(Stored data entries)
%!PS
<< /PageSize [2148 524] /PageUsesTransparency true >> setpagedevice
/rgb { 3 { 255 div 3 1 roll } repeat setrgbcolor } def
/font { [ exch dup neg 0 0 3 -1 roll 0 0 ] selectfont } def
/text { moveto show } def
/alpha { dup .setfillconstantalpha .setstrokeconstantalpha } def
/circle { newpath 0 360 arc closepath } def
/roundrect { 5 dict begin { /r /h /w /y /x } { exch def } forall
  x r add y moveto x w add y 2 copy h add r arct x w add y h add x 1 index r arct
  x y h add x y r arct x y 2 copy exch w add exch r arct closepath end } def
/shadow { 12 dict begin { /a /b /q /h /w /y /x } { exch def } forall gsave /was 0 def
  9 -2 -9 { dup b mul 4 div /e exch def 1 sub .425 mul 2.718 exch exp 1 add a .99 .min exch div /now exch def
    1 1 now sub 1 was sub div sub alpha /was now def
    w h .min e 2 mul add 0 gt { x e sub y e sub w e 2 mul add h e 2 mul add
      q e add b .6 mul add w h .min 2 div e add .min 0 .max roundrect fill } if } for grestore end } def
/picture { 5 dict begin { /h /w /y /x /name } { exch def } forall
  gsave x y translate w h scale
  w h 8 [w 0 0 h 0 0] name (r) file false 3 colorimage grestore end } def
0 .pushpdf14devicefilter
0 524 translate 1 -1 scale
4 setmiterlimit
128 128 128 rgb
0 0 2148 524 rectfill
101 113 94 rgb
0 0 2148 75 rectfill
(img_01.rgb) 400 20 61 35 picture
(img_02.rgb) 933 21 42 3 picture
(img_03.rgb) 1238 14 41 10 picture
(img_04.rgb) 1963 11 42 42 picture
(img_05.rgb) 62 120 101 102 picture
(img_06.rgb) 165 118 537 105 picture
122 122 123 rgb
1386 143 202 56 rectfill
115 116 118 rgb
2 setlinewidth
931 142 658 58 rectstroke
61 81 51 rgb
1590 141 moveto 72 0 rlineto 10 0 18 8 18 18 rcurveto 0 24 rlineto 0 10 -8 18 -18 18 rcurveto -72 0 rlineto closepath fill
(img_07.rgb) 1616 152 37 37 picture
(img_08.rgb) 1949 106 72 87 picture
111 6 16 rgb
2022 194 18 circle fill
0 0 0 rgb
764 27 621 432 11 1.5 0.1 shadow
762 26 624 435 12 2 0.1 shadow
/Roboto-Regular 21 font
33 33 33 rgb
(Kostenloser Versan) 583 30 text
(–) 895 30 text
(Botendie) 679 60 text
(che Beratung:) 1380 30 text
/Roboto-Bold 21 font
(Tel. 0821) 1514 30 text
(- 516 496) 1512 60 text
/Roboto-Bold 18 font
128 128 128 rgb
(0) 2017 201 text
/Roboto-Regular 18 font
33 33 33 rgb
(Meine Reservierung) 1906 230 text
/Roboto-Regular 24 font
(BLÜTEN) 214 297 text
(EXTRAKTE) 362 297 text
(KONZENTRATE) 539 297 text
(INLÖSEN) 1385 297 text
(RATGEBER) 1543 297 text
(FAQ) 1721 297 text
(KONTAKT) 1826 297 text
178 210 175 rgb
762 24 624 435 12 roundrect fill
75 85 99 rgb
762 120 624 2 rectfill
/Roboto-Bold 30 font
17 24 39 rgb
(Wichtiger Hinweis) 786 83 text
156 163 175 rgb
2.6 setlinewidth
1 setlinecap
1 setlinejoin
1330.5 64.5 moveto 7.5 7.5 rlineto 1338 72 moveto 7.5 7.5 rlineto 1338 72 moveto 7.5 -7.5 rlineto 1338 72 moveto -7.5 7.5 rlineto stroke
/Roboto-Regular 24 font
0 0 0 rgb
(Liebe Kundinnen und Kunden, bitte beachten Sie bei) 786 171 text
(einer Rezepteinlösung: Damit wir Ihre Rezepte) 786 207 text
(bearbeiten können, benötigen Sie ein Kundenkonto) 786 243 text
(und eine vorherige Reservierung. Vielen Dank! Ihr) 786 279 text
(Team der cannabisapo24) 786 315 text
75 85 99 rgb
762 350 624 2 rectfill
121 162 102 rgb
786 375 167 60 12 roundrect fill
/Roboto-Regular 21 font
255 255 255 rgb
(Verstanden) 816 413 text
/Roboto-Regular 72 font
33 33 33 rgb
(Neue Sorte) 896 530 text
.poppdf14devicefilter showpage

— TASK DESCRIPTION —
Retype exactly the lines from the first line of the records above through the line containing "0 524 translate 1 -1 scale", both included, and nothing else.

— FINAL ANSWER —
%!PS
<< /PageSize [2148 524] /PageUsesTransparency true >> setpagedevice
/rgb { 3 { 255 div 3 1 roll } repeat setrgbcolor } def
/font { [ exch dup neg 0 0 3 -1 roll 0 0 ] selectfont } def
/text { moveto show } def
/alpha { dup .setfillconstantalpha .setstrokeconstantalpha } def
/circle { newpath 0 360 arc closepath } def
/roundrect { 5 dict begin { /r /h /w /y /x } { exch def } forall
  x r add y moveto x w add y 2 copy h add r arct x w add y h add x 1 index r arct
  x y h add x y r arct x y 2 copy exch w add exch r arct closepath end } def
/shadow { 12 dict begin { /a /b /q /h /w /y /x } { exch def } forall gsave /was 0 def
  9 -2 -9 { dup b mul 4 div /e exch def 1 sub .425 mul 2.718 exch exp 1 add a .99 .min exch div /now exch def
    1 1 now sub 1 was sub div sub alpha /was now def
    w h .min e 2 mul add 0 gt { x e sub y e sub w e 2 mul add h e 2 mul add
      q e add b .6 mul add w h .min 2 div e add .min 0 .max roundrect fill } if } for grestore end } def
/picture { 5 dict begin { /h /w /y /x /name } { exch def } forall
  gsave x y translate w h scale
  w h 8 [w 0 0 h 0 0] name (r) file false 3 colorimage grestore end } def
0 .pushpdf14devicefilter
0 524 translate 1 -1 scale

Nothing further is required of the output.